Exercise brief ▸ Each line below with the word "Salgado" needs to be copied.

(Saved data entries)
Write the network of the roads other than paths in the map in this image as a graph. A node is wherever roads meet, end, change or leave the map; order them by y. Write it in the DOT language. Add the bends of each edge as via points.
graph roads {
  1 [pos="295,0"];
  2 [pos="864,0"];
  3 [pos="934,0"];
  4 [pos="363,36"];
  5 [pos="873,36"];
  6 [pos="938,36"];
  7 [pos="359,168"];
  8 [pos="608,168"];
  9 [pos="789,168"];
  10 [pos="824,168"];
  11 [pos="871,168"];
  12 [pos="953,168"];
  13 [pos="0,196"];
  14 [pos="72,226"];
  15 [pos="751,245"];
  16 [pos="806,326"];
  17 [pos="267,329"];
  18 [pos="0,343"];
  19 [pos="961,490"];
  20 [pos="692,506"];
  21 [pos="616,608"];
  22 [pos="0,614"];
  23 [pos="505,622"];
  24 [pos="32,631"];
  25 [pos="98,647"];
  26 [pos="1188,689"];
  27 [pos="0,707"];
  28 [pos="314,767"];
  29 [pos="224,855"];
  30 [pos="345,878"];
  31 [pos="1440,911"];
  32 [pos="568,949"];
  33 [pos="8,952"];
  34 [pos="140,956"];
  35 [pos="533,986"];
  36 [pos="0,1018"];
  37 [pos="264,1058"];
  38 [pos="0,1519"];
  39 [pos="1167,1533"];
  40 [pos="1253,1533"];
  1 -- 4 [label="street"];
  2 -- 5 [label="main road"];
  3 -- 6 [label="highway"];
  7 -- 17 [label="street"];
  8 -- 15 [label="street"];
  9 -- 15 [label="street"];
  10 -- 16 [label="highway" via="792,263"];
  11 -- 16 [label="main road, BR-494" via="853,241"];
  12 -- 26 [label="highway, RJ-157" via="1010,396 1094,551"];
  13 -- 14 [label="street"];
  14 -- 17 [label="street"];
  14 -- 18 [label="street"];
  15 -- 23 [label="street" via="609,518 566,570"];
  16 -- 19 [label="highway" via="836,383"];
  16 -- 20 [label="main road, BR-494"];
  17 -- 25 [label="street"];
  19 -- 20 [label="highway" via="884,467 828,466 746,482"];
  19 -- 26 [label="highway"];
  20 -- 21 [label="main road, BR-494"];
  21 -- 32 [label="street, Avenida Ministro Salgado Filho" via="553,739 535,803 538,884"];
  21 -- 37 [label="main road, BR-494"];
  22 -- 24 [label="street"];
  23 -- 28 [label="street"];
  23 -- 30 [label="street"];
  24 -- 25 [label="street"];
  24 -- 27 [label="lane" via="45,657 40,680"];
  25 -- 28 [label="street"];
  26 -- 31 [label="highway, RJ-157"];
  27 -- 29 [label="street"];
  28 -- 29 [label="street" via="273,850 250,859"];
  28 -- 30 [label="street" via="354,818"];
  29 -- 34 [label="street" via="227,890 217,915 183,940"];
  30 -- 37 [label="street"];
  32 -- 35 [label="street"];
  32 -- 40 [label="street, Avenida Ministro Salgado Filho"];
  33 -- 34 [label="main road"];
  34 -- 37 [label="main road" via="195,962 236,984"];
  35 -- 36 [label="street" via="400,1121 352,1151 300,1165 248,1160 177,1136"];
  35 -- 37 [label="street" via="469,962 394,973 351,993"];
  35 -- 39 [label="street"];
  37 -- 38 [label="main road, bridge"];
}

Solution ▸
  21 -- 32 [label="street, Avenida Ministro Salgado Filho" via="553,739 535,803 538,884"];
  32 -- 40 [label="street, Avenida Ministro Salgado Filho"];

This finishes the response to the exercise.